Preprocessing and Reduction for Semidefinite Programming via Facial Reduction: Theory and Practice

Cheung, Yuen-Lam

05 November 2013

Semidefinite programming is a powerful modeling tool for a wide range of optimization and feasibility problems. Its prevalent use in practice relies on the fact that a (nearly) optimal solution of a semidefinite program can be obtained efficiently in both theory and practice, provided that the semidefinite program and its dual satisfy the Slater condition. This thesis focuses on the situation where the Slater condition (i.e., the existence of positive definite feasible solutions) does not hold for a given semidefinite program; the failure of the Slater condition often occurs in structured semidefinite programs derived from various applications. In this thesis, we study the use of the facial reduction technique, originally proposed as a theoretical procedure by Borwein and Wolkowicz, as a preprocessing technique for semidefinite programs. Facial reduction can be used either in an algorithmic or a theoretical sense, depending on whether the structure of the semidefinite program is known a priori. The main contribution of this thesis is threefold. First, we study the numerical issues in the implementation of the facial reduction as an algorithm on semidefinite programs, and argue that each step of the facial reduction algorithm is backward stable.
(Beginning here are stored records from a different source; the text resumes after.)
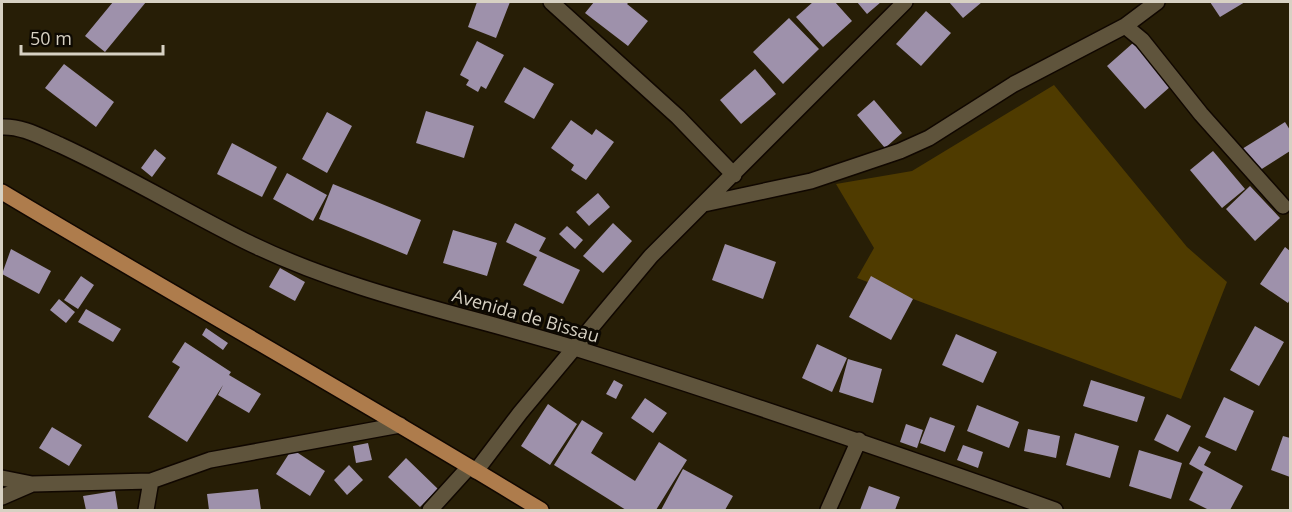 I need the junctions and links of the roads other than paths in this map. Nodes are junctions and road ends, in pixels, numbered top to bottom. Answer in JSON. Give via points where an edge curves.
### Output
{"nodes":[{"id":1,"x":550,"y":2,"type":"edge"},
{"id":2,"x":905,"y":2,"type":"edge"},
{"id":3,"x":1157,"y":2,"type":"edge"},
{"id":4,"x":1125,"y":26,"type":"junction"},
{"id":5,"x":2,"y":127,"type":"edge"},
{"id":6,"x":734,"y":175,"type":"junction"},
{"id":7,"x":2,"y":192,"type":"edge"},
{"id":8,"x":704,"y":204,"type":"junction"},
{"id":9,"x":1283,"y":206,"type":"dead end"},
{"id":10,"x":576,"y":349,"type":"junction"},
{"id":11,"x":400,"y":425,"type":"junction"},
{"id":12,"x":859,"y":440,"type":"junction"},
{"id":13,"x":472,"y":469,"type":"junction"},
{"id":14,"x":2,"y":478,"type":"edge"},
{"id":15,"x":151,"y":481,"type":"junction"},
{"id":16,"x":32,"y":484,"type":"junction"},
{"id":17,"x":2,"y":497,"type":"edge"},
{"id":18,"x":146,"y":510,"type":"edge"},
{"id":19,"x":430,"y":510,"type":"edge"},
{"id":20,"x":541,"y":510,"type":"edge"},
{"id":21,"x":828,"y":510,"type":"edge"},
{"id":22,"x":1054,"y":510,"type":"edge"}],
"edges":[{"from":1,"to":6,"type":"street","via":[[678,117]]},
{"from":2,"to":6,"type":"street"},
{"from":3,"to":4,"type":"street"},
{"from":4,"to":8,"type":"street","via":[[1014,84],[929,138],[900,151],[811,181]]},
{"from":4,"to":9,"type":"street","via":[[1142,40]]},
{"from":5,"to":10,"type":"street","name":"Avenida de Bissau","via":[[14,126],[81,155],[247,242],[315,271],[394,298]]},
{"from":6,"to":8,"type":"street"},
{"from":7,"to":11,"type":"main road"},
{"from":8,"to":10,"type":"street","via":[[651,256]]},
{"from":10,"to":12,"type":"street","name":"Avenida de Bissau"},
{"from":10,"to":13,"type":"street"},
{"from":11,"to":13,"type":"main road"},
{"from":11,"to":15,"type":"street","via":[[210,459]]},
{"from":12,"to":21,"type":"street"},
{"from":12,"to":22,"type":"street","name":"Avenida de Bissau"},
{"from":13,"to":19,"type":"street"},
{"from":13,"to":20,"type":"main road"},
{"from":14,"to":16,"type":"street"},
{"from":15,"to":16,"type":"street"},
{"from":15,"to":18,"type":"street"},
{"from":16,"to":17,"type":"street"}]}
Second, we illustrate the theoretical importance of the facial reduction procedure in the topic of sensitivity analysis for semidefinite programs. Finally, we illustrate the use of facial reduction technique on several classes of structured semidefinite programs, in particular the side chain positioning problem in protein folding.

semidefinite programming

preprocessing

backward stability

numerical optimization

sensitvity analysis

perturbation theory

side chain positioning

protein structures